*** Dataset content Section Begins ***

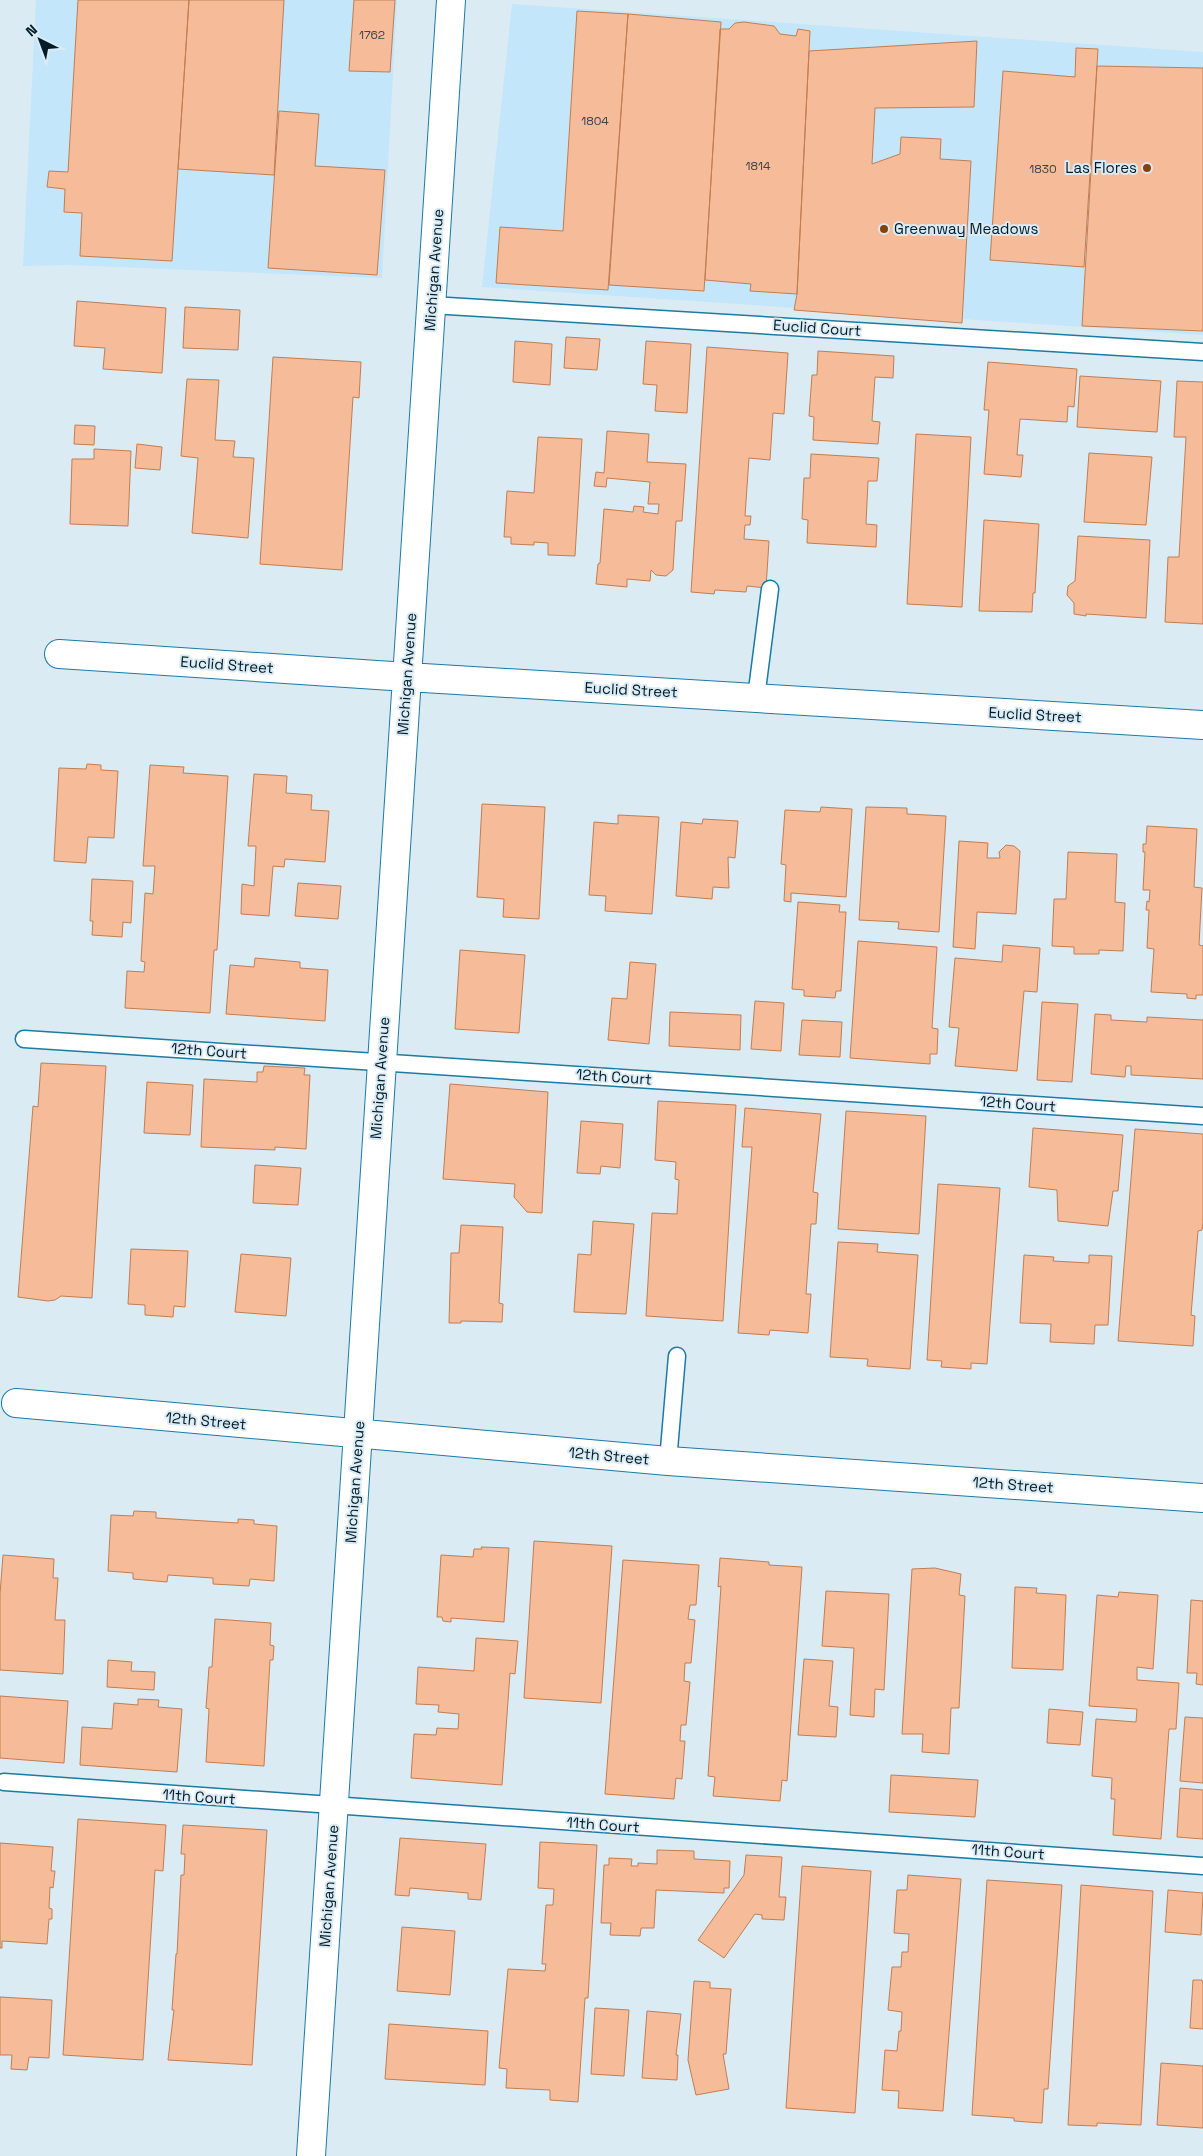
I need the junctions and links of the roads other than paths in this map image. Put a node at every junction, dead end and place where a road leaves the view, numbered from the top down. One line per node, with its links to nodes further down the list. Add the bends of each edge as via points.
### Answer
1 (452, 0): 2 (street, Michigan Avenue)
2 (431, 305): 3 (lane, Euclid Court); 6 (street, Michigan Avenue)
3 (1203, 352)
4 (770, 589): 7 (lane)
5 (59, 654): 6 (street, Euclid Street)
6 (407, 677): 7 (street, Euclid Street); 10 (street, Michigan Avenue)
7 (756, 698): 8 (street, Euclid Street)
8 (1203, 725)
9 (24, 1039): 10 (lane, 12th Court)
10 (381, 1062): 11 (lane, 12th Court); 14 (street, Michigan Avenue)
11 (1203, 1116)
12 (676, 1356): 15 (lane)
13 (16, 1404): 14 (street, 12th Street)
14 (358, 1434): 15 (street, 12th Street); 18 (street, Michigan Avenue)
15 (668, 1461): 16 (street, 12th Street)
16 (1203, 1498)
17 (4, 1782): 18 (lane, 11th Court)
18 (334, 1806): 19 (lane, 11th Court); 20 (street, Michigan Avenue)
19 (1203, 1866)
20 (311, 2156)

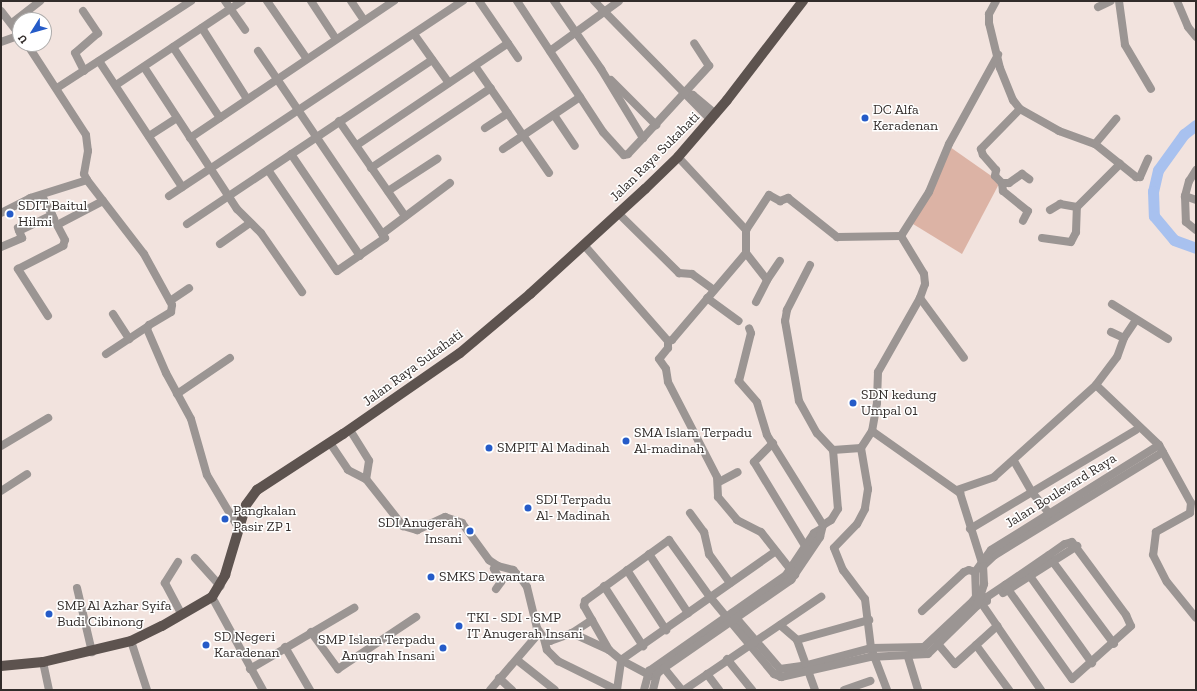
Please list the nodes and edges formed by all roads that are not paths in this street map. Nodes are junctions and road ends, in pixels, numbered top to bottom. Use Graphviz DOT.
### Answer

*** Dataset content Section Ends ***
*** Dataset content Section Begins ***

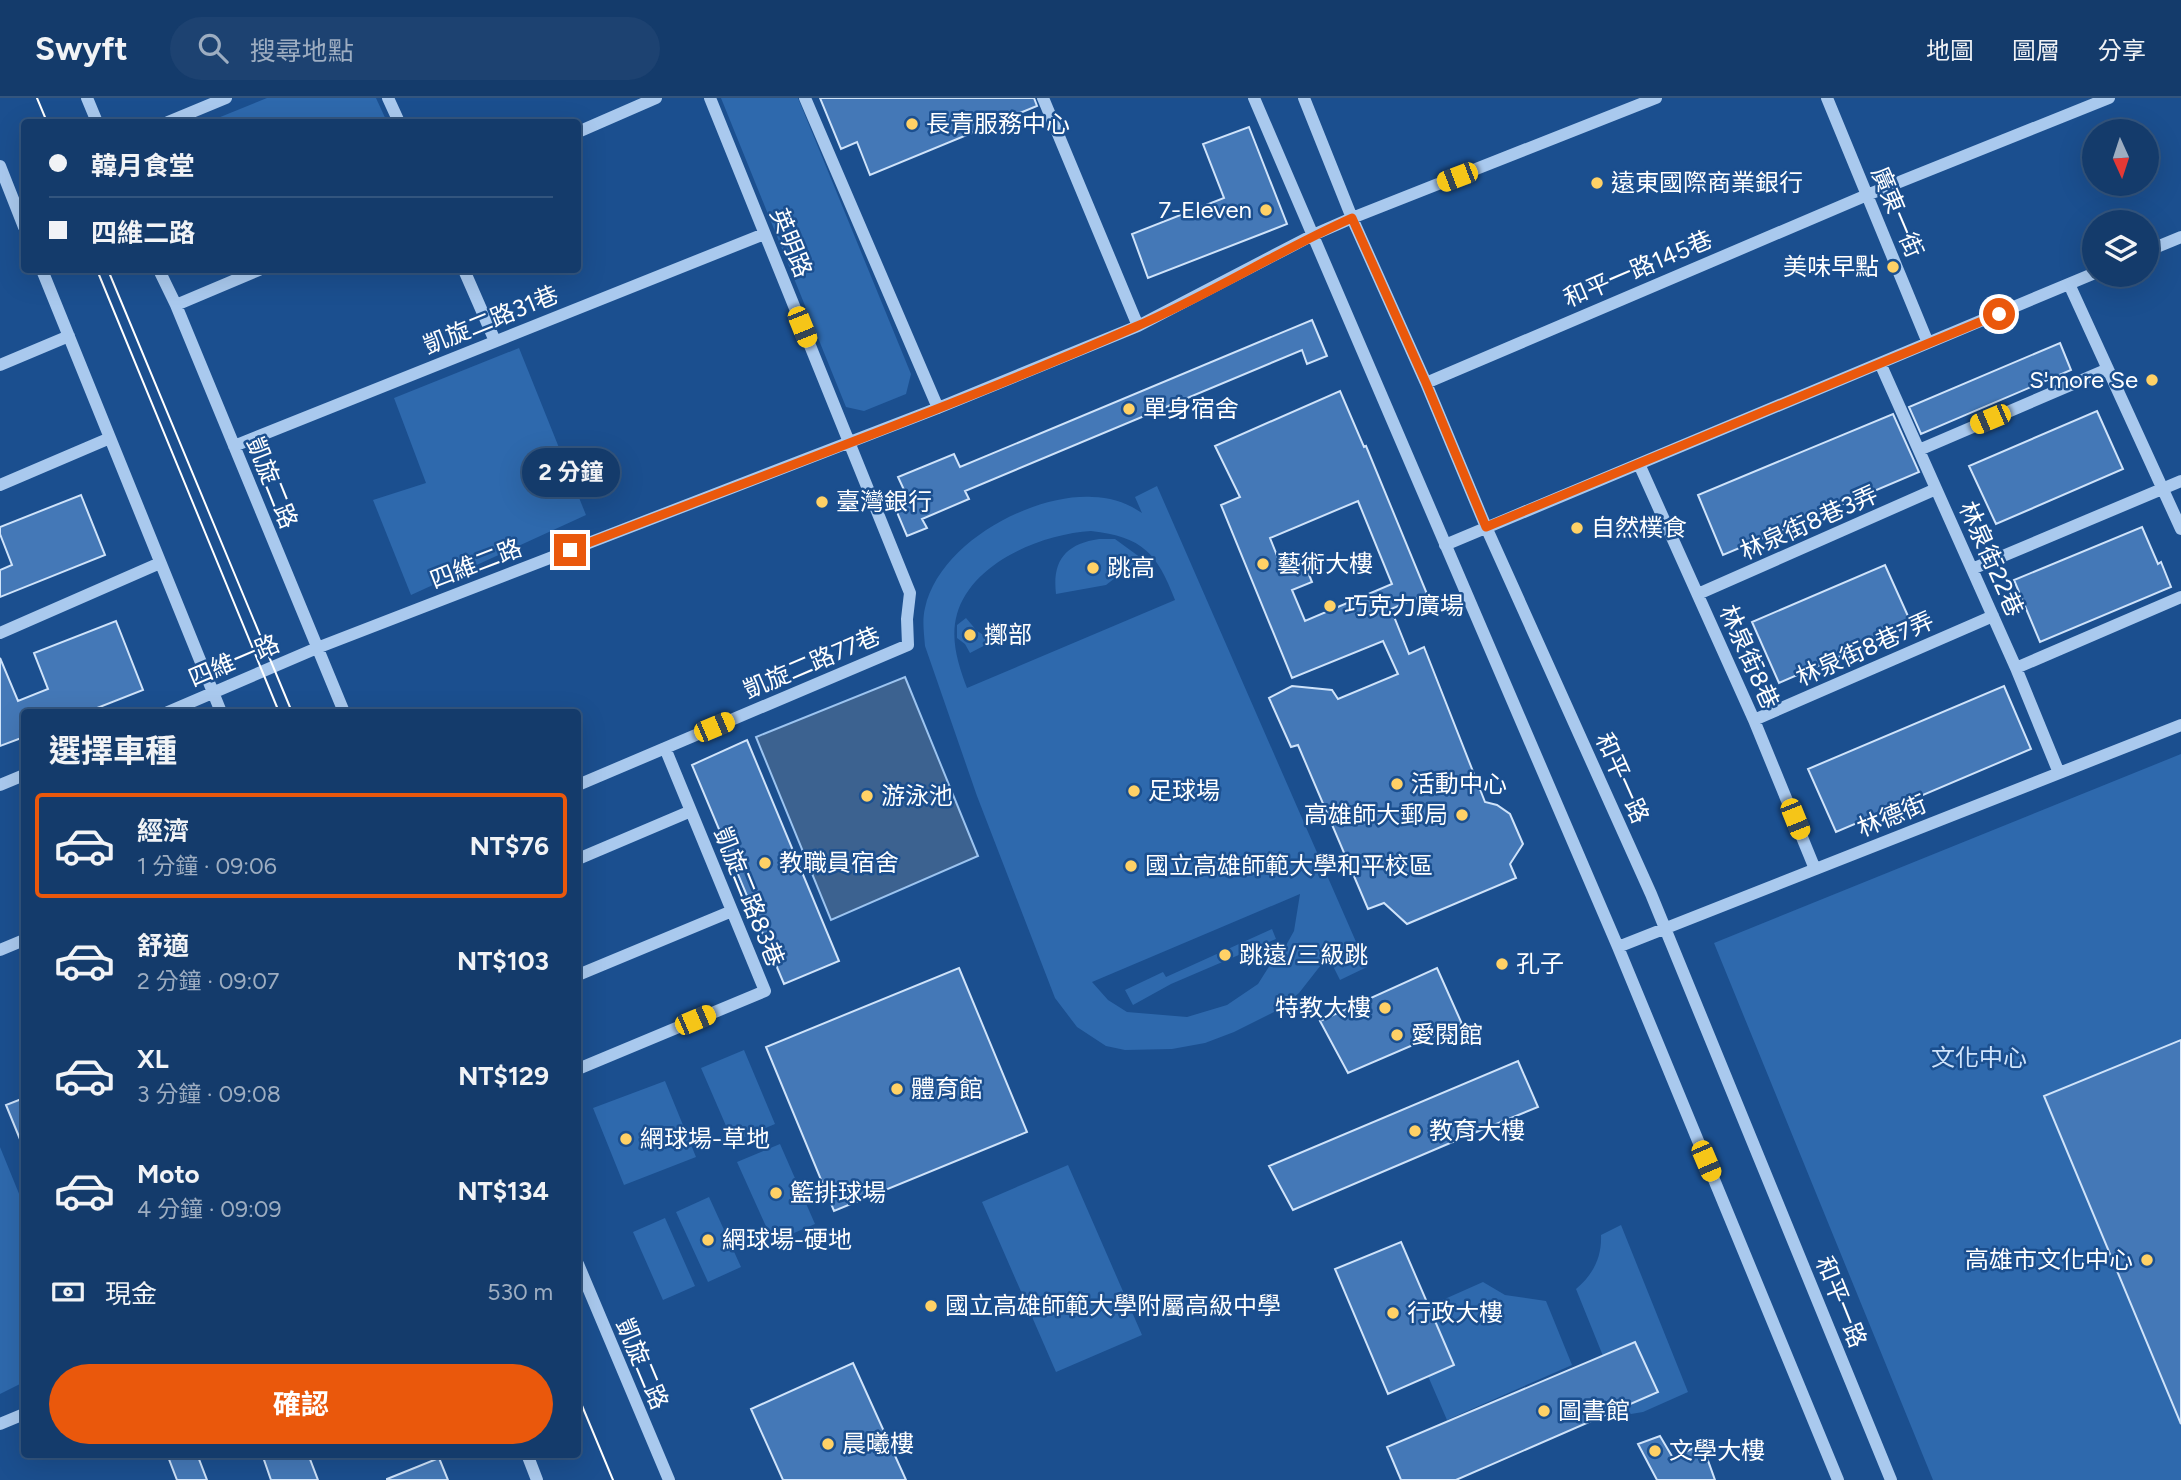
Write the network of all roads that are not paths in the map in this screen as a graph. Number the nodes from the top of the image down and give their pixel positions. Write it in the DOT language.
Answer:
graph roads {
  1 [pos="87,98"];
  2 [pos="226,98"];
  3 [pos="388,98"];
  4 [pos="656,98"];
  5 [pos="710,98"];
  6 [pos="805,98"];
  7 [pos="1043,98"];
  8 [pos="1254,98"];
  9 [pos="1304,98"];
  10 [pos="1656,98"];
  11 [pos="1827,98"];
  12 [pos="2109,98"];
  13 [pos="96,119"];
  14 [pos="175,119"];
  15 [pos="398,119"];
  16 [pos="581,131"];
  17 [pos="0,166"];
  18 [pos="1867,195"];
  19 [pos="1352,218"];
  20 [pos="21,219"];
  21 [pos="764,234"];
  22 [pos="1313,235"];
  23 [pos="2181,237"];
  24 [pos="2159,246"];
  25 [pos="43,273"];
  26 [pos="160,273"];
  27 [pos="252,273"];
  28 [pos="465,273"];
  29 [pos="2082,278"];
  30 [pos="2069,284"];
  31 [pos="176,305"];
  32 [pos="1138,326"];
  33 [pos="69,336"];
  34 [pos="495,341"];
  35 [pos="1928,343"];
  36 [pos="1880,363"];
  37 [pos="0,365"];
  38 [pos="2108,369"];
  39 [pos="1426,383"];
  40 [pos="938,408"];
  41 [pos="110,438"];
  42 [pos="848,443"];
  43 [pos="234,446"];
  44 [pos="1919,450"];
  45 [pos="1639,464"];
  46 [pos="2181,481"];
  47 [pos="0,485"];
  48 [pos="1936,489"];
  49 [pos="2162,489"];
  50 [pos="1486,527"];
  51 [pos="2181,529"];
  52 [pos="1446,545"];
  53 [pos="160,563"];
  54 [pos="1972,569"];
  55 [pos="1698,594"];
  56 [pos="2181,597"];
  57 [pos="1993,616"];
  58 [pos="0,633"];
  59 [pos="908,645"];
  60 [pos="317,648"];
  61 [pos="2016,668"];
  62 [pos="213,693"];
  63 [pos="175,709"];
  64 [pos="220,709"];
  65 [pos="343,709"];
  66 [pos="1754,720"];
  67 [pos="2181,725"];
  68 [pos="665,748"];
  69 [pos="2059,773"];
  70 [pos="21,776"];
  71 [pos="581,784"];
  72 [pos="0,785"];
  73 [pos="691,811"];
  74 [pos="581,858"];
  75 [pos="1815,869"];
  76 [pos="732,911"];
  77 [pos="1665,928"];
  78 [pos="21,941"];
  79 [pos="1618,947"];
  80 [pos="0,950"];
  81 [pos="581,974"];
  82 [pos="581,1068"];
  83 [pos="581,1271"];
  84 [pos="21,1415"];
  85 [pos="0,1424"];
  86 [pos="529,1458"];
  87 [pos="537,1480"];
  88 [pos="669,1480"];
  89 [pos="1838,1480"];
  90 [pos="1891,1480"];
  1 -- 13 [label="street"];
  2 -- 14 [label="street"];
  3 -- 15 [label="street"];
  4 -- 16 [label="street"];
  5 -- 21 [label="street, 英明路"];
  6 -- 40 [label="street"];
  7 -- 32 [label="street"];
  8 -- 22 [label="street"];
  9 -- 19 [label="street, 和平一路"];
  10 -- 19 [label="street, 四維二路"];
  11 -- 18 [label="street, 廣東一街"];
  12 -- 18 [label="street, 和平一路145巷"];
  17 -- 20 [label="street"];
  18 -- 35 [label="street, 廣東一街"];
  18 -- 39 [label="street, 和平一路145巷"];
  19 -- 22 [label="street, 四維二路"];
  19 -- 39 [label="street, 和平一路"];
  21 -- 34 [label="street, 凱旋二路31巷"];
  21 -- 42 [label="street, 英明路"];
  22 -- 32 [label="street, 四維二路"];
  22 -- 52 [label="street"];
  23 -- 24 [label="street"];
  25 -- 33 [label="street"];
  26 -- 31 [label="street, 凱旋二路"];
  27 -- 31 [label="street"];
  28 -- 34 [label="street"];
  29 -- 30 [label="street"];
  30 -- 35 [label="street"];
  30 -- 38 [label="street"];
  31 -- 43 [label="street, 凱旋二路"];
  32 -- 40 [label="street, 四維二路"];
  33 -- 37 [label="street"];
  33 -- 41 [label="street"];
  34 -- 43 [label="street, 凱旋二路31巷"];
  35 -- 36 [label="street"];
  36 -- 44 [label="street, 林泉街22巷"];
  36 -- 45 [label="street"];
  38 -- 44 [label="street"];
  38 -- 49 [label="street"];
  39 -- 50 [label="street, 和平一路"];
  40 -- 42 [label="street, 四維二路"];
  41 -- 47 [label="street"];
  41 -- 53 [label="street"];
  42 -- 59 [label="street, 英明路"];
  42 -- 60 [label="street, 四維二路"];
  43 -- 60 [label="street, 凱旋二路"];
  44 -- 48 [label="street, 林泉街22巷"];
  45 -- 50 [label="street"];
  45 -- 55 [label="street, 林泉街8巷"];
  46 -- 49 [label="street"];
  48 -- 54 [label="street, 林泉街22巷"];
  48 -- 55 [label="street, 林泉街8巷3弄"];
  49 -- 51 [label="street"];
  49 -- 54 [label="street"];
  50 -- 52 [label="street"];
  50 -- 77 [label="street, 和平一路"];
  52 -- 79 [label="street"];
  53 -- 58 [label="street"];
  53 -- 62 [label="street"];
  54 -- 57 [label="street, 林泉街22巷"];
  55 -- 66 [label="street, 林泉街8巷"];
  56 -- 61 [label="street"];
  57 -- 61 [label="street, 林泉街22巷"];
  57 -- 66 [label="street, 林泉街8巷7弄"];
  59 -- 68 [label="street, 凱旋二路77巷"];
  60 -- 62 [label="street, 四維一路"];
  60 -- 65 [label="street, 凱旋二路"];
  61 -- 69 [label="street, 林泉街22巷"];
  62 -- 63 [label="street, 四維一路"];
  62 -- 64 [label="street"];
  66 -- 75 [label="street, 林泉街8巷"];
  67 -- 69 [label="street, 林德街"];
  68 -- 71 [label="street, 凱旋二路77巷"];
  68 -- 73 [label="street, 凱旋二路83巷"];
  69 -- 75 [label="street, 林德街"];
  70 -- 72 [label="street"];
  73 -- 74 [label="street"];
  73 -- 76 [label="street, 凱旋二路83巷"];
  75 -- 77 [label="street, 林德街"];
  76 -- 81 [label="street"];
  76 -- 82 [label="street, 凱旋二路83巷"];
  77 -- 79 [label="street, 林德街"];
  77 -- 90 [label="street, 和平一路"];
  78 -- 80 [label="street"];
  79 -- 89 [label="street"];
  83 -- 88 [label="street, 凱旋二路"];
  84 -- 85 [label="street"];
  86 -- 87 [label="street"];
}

*** Dataset content Section Ends ***

#### Work required
Please copy all lines of the listing in which the string "that" occurs.

#### Final answer
Please list the nodes and edges formed by all roads that are not paths in this street map. Nodes are junctions and road ends, in pixels, numbered top to bottom. Use Graphviz DOT.
Write the network of all roads that are not paths in the map in this screen as a graph. Number the nodes from the top of the image down and give their pixel positions. Write it in the DOT language.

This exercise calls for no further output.